In addition, the policy statement removed language regarding the presumption of abuse when a patient presents with symptoms indicative of abusive head trauma as well as language stating that these injuries can be used to prove the intent of the caregiver (Judson).

Finally, the AAP recognized accidental injury and “medical diseases that can mimic the presentation of AHT” as other explanations physicians should consider before concluding that injuries to a child were intentionally inflicted (Christian, 1409-1410).

Continuing advancements in medical science and questions raised by courts and physicians, including those who were instrumental in pioneering the field of child abuse pediatrics, has led to an increasing recognition that child abuse pediatrics is not a “silver bullet” that can conclusively prove allegations of abuse.

These developments along with the number of wrongful convictions based on the testimony of child abuse pediatric teams should spur reforms that limit the role the subspecialty plays in investigations.

At a minimum, such reforms should be targeted at addressing the alignment of child abuse pediatric teams with CPS, law enforcement, and state prosecutors, which compromises the objectivity of medical abuse investigations and threatens the due process rights of the accused.

Addressing Legal and Ethical Issues

The close, formalized coordination of child abuse pediatricians with CPS investigators, law enforcement, and prosecutors raises serious legal and ethical concerns.

In light of the growing number of child abuse cases in which the alleged perpetrator has either been acquitted or had their conviction reversed, states should take steps to address these issues.

Child abuse cases are among the most complex and emotionally charged matters handled by the judicial system. The cost of getting it wrong is incredibly high.

No one ever wants a child to be harmed, especially when one is in a position to have prevented that harm.

By the same token, we must recognize the substantial trauma caused by wrongful convictions—both for the child and the family—and work to ensure that innocent families receive the full protection afforded by due process of law.

As noted earlier, one of the biggest temptations facing child abuse pediatricians and, indeed, any medical professional called upon to consult on alleged child abuse cases is the temptation to step outside of their role as a treating physician or neutral interpreter of medical information and assume the mantle of an advocate.

Worse still is the tendency for child abuse pediatric teams to assume an investigatory role rightly reserved for law enforcement and CPS.

In their extensive examination of medical ethics concerns in child abuse investigations, George Barry and Diane Redleaf present a number of in-depth case studies in which physicians “abandon their own traditional roles of treating patients when they participate in child abuse investigations in tandem with state child protection agencies and law enforcement authorities” (Barry and Redleaf, 56).

While Barry and Redleaf note that there is a proper role for physicians to play when supporting investigations into allegations of child abuse, their research reveals that the initial interrogations of parents and caregivers suspected of abuse are often conducted by hospital child abuse teams (Barry and Redleaf, 56–57).

This practice, they argue, is a direct violation of the American Medical Association (AMA) Code of Medical Ethics Opinion 2.068, which expressly prohibits physicians from conducting or directly participating in interrogations (AMA; Barry and Redleaf, 36).

There is good reason for this prohibition.
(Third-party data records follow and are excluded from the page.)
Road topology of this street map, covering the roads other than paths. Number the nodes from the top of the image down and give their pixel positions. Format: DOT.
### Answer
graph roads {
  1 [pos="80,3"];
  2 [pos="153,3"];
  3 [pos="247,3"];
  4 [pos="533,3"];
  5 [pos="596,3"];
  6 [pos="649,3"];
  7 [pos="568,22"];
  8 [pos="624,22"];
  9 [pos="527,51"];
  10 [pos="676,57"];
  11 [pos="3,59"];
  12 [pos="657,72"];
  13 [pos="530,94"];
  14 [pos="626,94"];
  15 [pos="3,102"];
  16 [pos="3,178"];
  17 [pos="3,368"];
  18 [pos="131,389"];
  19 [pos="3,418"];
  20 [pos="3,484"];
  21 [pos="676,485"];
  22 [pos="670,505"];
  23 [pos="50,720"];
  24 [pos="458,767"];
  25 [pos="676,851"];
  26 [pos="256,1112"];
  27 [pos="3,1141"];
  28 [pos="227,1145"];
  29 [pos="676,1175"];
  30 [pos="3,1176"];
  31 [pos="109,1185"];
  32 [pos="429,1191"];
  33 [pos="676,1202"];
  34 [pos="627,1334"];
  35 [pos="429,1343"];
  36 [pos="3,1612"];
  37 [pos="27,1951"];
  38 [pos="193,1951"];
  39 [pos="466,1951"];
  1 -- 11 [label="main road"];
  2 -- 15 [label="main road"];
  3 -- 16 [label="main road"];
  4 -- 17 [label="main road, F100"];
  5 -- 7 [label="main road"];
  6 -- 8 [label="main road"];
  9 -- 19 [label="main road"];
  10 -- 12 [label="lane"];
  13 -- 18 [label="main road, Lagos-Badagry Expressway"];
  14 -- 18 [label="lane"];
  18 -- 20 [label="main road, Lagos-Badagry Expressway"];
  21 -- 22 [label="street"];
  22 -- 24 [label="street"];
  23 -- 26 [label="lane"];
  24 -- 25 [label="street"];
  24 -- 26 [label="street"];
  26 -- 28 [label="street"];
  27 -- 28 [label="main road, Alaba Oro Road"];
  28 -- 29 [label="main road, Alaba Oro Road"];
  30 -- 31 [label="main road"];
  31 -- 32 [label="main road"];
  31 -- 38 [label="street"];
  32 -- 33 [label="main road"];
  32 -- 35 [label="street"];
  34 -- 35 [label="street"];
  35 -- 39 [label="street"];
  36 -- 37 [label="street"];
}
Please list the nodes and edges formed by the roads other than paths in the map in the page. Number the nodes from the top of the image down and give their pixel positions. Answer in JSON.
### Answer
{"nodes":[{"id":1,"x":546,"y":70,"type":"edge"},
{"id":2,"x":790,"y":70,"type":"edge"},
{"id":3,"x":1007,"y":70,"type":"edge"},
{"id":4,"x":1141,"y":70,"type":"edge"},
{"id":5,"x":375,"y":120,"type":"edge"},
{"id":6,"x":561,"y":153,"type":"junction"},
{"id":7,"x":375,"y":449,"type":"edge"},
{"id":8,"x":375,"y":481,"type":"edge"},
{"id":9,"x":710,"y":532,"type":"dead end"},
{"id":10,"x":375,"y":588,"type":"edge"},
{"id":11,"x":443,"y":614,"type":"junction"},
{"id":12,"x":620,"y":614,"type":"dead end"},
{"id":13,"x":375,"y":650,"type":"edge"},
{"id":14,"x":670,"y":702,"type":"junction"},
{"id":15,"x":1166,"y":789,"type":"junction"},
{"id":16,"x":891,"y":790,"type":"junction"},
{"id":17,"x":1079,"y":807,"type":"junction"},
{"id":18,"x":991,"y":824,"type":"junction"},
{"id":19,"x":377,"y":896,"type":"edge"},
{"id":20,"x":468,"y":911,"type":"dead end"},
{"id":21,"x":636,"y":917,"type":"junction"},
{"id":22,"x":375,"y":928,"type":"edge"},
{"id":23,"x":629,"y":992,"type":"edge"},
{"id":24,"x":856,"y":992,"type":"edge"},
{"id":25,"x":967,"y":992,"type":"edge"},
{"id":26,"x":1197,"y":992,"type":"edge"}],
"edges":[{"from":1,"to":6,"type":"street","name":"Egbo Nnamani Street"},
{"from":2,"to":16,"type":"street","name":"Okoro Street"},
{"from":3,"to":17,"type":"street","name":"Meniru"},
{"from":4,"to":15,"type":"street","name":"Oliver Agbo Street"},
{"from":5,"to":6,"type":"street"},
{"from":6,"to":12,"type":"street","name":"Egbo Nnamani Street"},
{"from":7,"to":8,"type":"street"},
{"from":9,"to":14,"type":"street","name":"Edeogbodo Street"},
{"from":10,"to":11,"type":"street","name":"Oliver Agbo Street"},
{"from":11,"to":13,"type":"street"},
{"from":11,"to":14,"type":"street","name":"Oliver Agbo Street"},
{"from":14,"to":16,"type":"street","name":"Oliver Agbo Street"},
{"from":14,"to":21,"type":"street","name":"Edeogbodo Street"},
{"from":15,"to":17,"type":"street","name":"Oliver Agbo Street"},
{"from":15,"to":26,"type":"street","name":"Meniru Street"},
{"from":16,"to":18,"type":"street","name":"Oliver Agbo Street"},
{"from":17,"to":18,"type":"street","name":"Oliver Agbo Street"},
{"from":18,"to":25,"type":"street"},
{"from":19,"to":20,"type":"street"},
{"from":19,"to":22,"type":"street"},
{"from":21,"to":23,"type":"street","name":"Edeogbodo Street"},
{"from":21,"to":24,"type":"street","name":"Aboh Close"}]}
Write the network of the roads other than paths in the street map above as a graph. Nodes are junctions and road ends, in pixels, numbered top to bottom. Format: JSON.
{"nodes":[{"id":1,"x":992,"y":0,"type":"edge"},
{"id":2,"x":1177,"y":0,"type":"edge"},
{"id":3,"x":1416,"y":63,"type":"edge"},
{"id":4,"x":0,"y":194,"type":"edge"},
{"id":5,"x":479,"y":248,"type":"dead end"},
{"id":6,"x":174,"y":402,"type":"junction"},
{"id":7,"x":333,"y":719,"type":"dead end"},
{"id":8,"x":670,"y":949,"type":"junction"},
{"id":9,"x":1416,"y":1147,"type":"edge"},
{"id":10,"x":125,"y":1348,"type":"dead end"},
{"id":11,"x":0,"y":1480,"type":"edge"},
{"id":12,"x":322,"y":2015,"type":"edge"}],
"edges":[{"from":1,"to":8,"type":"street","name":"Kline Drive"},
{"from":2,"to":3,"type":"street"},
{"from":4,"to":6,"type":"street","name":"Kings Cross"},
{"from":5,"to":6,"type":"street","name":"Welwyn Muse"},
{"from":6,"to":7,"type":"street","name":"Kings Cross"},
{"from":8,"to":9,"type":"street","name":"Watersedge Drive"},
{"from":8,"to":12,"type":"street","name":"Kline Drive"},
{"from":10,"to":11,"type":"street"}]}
The primary role of the medical professional is to serve as a healer.

In its commentary on Opinion 2.068, the AMA notes that a physician’s direct participation in an interrogation “undermines the physician’s role as healer and thereby erodes trust in the individual physician-interrogator and in the medical profession” (AMA).

Medical professionals assuming an active role in investigating allegations of child abuse carry a significant risk of further eroding this trust by blurring the line between treatment and investigatory activities.

Given that most patients have a limited understanding of medicine and will generally defer to the recommendations of medical professionals for treatment and diagnostic procedures, medical professionals have a duty to provide the patient with enough information to allow the patient to make an informed voluntary decision either accepting or rejecting the proposed evaluation or treatment (Murray).

When the patient is a minor, standard medical ethics dictates that the physician obtain the informed consent of the parent or legal guardian of the minor (Committee on Bioethics).

Texas law explicitly states that parents have the right to consent to the medical care of the child (Texas Family Code Section 151.001(a)(6)).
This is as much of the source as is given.